### PROBLEM TO SOLVE
Would you mind restating all of the records word for word, skipping the pictures?

### PROVIDED RECORDS
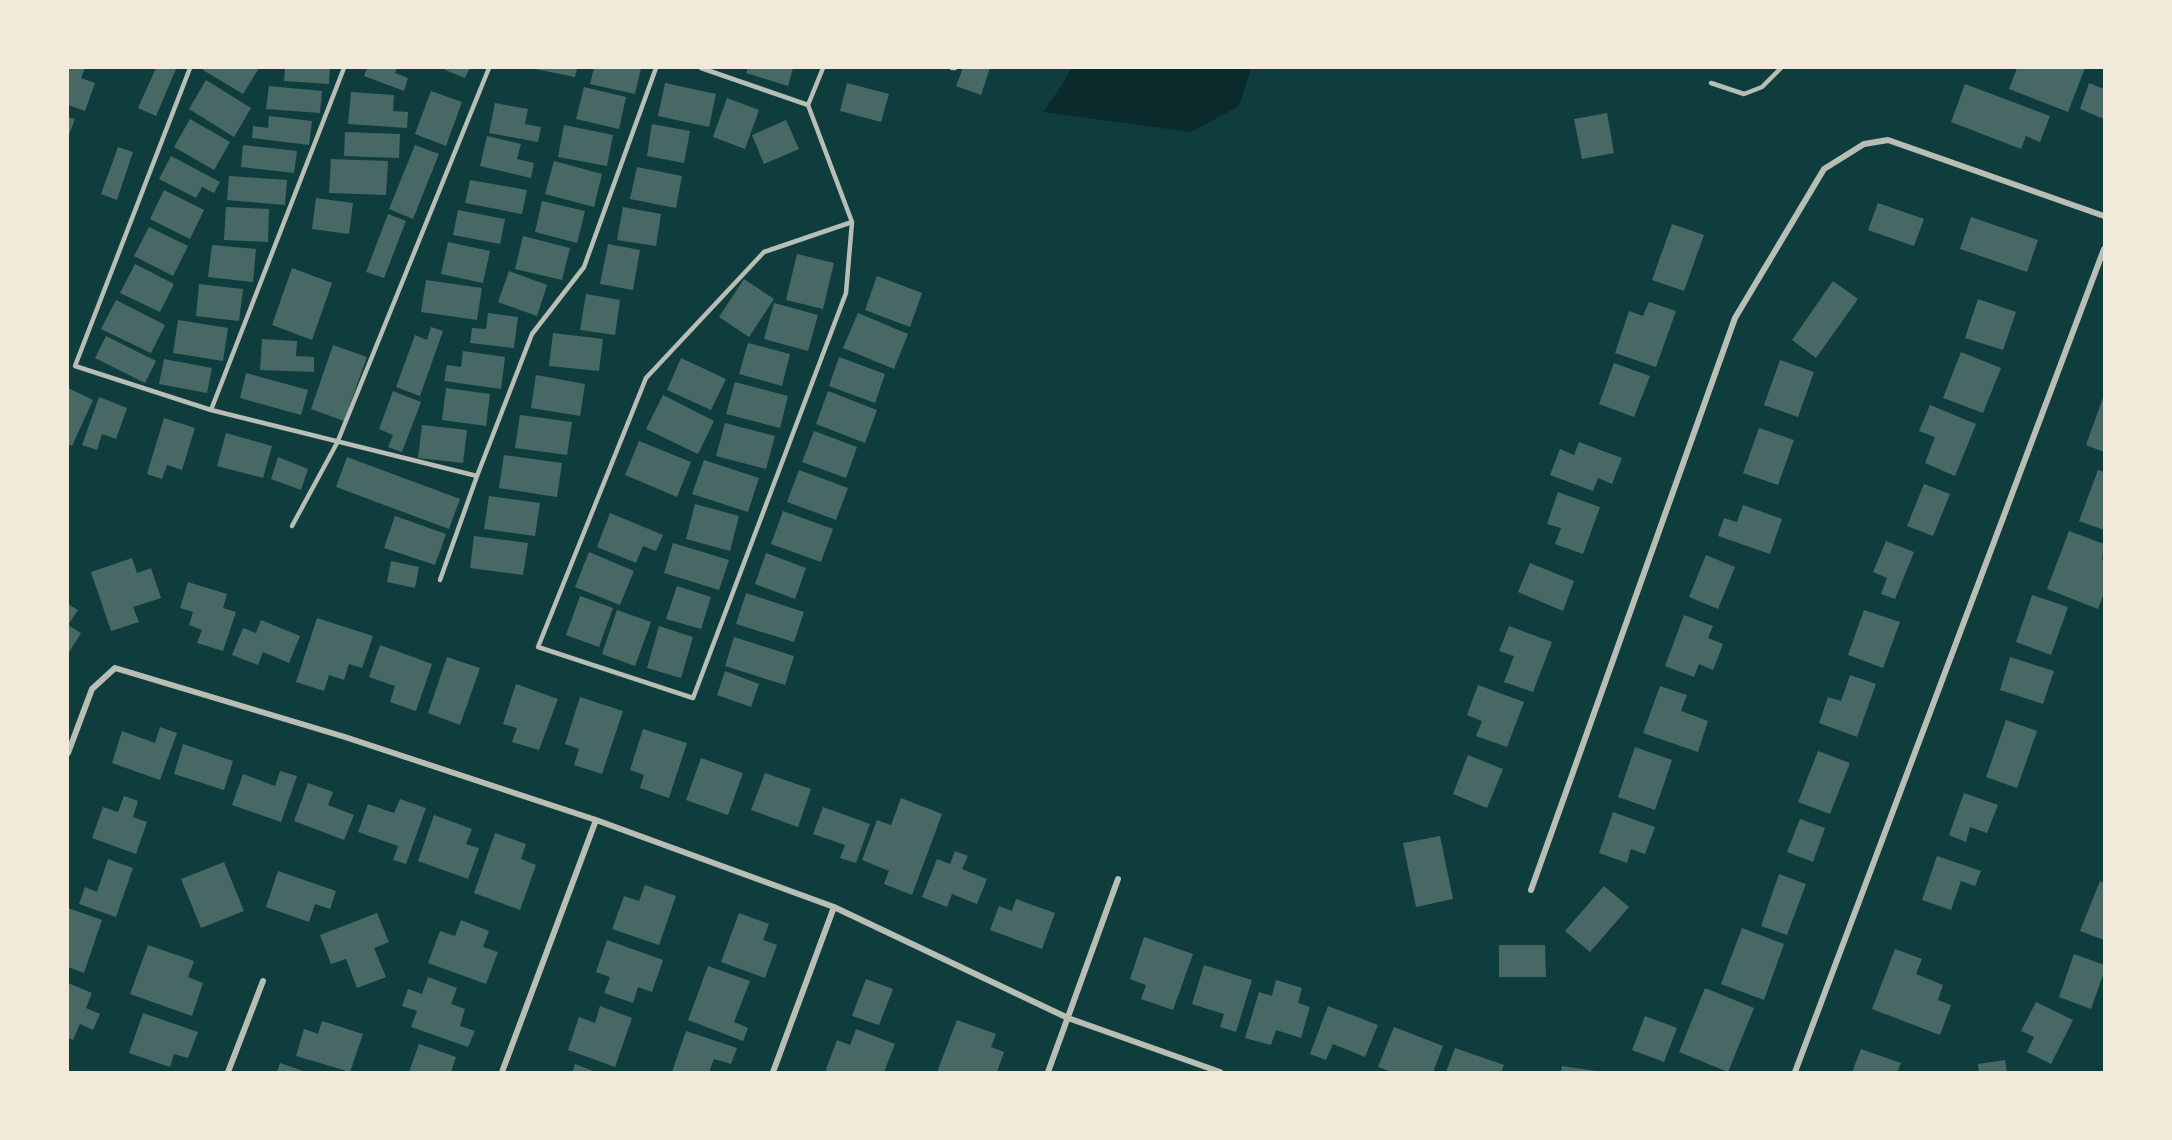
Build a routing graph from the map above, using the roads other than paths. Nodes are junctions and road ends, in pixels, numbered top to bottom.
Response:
1 (190, 68) edge
2 (344, 68) edge
3 (489, 68) edge
4 (656, 68) edge
5 (701, 68) edge
6 (718, 68) edge
7 (823, 68) edge
8 (1781, 68) edge
9 (716, 74) junction
10 (1711, 83) dead end
11 (808, 105) junction
12 (2104, 216) edge
13 (852, 222) junction
14 (2104, 249) edge
15 (211, 410) junction
16 (337, 443) junction
17 (477, 476) junction
18 (292, 526) dead end
19 (440, 580) dead end
20 (68, 753) edge
21 (596, 820) junction
22 (1118, 879) dead end
23 (1531, 890) dead end
24 (834, 907) junction
25 (263, 981) dead end
26 (1068, 1018) junction
27 (228, 1072) edge
28 (502, 1072) edge
29 (773, 1072) edge
30 (1048, 1072) edge
31 (1220, 1072) edge
32 (1795, 1072) edge

1 - 15 lane
2 - 15 lane
3 - 16 lane
4 - 17 lane
5 - 9 lane
6 - 9 lane
7 - 11 lane
8 - 10 lane
9 - 11 lane
11 - 13 lane
12 - 23 street
13 - 13 lane
14 - 32 street
15 - 16 lane
16 - 17 lane
16 - 18 lane
17 - 19 lane
20 - 21 street
21 - 24 street
21 - 28 street
22 - 26 street
24 - 26 street
24 - 29 street
25 - 27 street
26 - 30 street
26 - 31 street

### SOLUTION
Build a routing graph from the map above, using the roads other than paths. Nodes are junctions and road ends, in pixels, numbered top to bottom.
Response:
1 (190, 68) edge
2 (344, 68) edge
3 (489, 68) edge
4 (656, 68) edge
5 (701, 68) edge
6 (718, 68) edge
7 (823, 68) edge
8 (1781, 68) edge
9 (716, 74) junction
10 (1711, 83) dead end
11 (808, 105) junction
12 (2104, 216) edge
13 (852, 222) junction
14 (2104, 249) edge
15 (211, 410) junction
16 (337, 443) junction
17 (477, 476) junction
18 (292, 526) dead end
19 (440, 580) dead end
20 (68, 753) edge
21 (596, 820) junction
22 (1118, 879) dead end
23 (1531, 890) dead end
24 (834, 907) junction
25 (263, 981) dead end
26 (1068, 1018) junction
27 (228, 1072) edge
28 (502, 1072) edge
29 (773, 1072) edge
30 (1048, 1072) edge
31 (1220, 1072) edge
32 (1795, 1072) edge

1 - 15 lane
2 - 15 lane
3 - 16 lane
4 - 17 lane
5 - 9 lane
6 - 9 lane
7 - 11 lane
8 - 10 lane
9 - 11 lane
11 - 13 lane
12 - 23 street
13 - 13 lane
14 - 32 street
15 - 16 lane
16 - 17 lane
16 - 18 lane
17 - 19 lane
20 - 21 street
21 - 24 street
21 - 28 street
22 - 26 street
24 - 26 street
24 - 29 street
25 - 27 street
26 - 30 street
26 - 31 street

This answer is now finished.